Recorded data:

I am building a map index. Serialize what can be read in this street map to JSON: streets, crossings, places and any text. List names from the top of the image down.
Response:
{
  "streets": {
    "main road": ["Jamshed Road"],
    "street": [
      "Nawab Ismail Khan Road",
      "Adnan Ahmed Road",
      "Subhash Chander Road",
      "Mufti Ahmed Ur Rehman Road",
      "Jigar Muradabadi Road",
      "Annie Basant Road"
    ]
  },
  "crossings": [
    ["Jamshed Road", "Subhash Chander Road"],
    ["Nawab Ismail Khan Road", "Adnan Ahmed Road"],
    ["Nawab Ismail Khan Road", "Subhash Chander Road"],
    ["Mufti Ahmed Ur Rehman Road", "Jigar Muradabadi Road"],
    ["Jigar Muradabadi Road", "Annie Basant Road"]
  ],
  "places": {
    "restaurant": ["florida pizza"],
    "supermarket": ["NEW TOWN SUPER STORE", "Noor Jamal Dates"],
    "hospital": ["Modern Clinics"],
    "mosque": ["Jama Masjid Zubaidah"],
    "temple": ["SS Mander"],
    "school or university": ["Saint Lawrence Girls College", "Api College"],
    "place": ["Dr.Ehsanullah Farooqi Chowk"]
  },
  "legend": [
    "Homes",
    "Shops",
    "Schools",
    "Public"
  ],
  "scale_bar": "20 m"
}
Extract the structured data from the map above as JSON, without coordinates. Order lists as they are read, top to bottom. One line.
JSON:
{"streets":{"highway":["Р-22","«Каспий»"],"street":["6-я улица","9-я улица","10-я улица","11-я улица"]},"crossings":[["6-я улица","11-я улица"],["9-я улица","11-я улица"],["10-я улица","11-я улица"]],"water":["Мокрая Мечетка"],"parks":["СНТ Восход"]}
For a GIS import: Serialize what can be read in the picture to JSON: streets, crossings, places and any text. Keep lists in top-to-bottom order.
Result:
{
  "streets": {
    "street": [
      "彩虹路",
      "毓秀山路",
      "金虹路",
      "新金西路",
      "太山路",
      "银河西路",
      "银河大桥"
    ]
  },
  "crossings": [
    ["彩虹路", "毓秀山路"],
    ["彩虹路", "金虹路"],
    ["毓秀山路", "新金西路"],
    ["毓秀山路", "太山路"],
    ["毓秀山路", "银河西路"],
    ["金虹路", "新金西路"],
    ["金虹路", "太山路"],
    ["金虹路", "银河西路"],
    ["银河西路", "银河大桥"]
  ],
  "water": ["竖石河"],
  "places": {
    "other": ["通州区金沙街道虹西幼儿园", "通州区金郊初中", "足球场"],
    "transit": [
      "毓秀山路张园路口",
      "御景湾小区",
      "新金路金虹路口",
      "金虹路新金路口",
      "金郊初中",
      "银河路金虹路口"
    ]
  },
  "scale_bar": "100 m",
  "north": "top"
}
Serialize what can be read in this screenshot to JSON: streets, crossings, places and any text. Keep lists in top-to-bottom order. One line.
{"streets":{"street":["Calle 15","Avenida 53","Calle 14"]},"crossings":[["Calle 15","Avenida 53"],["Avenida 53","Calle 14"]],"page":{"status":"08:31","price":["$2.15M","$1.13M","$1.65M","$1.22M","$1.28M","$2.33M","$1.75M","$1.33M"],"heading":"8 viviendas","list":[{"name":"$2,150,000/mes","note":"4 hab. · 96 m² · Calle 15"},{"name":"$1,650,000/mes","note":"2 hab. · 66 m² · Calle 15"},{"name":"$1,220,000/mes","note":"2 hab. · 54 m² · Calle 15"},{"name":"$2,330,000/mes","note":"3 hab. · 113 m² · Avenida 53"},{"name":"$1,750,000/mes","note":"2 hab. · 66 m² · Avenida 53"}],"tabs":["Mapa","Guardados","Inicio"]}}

→ Exercise requirements: Please give all of the entries again, exactly as written.

→ Output below:
I am building a map index. Serialize what can be read in this street map to JSON: streets, crossings, places and any text. List names from the top of the image down.
Response:
{
  "streets": {
    "main road": ["Jamshed Road"],
    "street": [
      "Nawab Ismail Khan Road",
      "Adnan Ahmed Road",
      "Subhash Chander Road",
      "Mufti Ahmed Ur Rehman Road",
      "Jigar Muradabadi Road",
      "Annie Basant Road"
    ]
  },
  "crossings": [
    ["Jamshed Road", "Subhash Chander Road"],
    ["Nawab Ismail Khan Road", "Adnan Ahmed Road"],
    ["Nawab Ismail Khan Road", "Subhash Chander Road"],
    ["Mufti Ahmed Ur Rehman Road", "Jigar Muradabadi Road"],
    ["Jigar Muradabadi Road", "Annie Basant Road"]
  ],
  "places": {
    "restaurant": ["florida pizza"],
    "supermarket": ["NEW TOWN SUPER STORE", "Noor Jamal Dates"],
    "hospital": ["Modern Clinics"],
    "mosque": ["Jama Masjid Zubaidah"],
    "temple": ["SS Mander"],
    "school or university": ["Saint Lawrence Girls College", "Api College"],
    "place": ["Dr.Ehsanullah Farooqi Chowk"]
  },
  "legend": [
    "Homes",
    "Shops",
    "Schools",
    "Public"
  ],
  "scale_bar": "20 m"
}
Extract the structured data from the map above as JSON, without coordinates. Order lists as they are read, top to bottom. One line.
JSON:
{"streets":{"highway":["Р-22","«Каспий»"],"street":["6-я улица","9-я улица","10-я улица","11-я улица"]},"crossings":[["6-я улица","11-я улица"],["9-я улица","11-я улица"],["10-я улица","11-я улица"]],"water":["Мокрая Мечетка"],"parks":["СНТ Восход"]}
For a GIS import: Serialize what can be read in the picture to JSON: streets, crossings, places and any text. Keep lists in top-to-bottom order.
Result:
{
  "streets": {
    "street": [
      "彩虹路",
      "毓秀山路",
      "金虹路",
      "新金西路",
      "太山路",
      "银河西路",
      "银河大桥"
    ]
  },
  "crossings": [
    ["彩虹路", "毓秀山路"],
    ["彩虹路", "金虹路"],
    ["毓秀山路", "新金西路"],
    ["毓秀山路", "太山路"],
    ["毓秀山路", "银河西路"],
    ["金虹路", "新金西路"],
    ["金虹路", "太山路"],
    ["金虹路", "银河西路"],
    ["银河西路", "银河大桥"]
  ],
  "water": ["竖石河"],
  "places": {
    "other": ["通州区金沙街道虹西幼儿园", "通州区金郊初中", "足球场"],
    "transit": [
      "毓秀山路张园路口",
      "御景湾小区",
      "新金路金虹路口",
      "金虹路新金路口",
      "金郊初中",
      "银河路金虹路口"
    ]
  },
  "scale_bar": "100 m",
  "north": "top"
}
Serialize what can be read in this screenshot to JSON: streets, crossings, places and any text. Keep lists in top-to-bottom order. One line.
{"streets":{"street":["Calle 15","Avenida 53","Calle 14"]},"crossings":[["Calle 15","Avenida 53"],["Avenida 53","Calle 14"]],"page":{"status":"08:31","price":["$2.15M","$1.13M","$1.65M","$1.22M","$1.28M","$2.33M","$1.75M","$1.33M"],"heading":"8 viviendas","list":[{"name":"$2,150,000/mes","note":"4 hab. · 96 m² · Calle 15"},{"name":"$1,650,000/mes","note":"2 hab. · 66 m² · Calle 15"},{"name":"$1,220,000/mes","note":"2 hab. · 54 m² · Calle 15"},{"name":"$2,330,000/mes","note":"3 hab. · 113 m² · Avenida 53"},{"name":"$1,750,000/mes","note":"2 hab. · 66 m² · Avenida 53"}],"tabs":["Mapa","Guardados","Inicio"]}}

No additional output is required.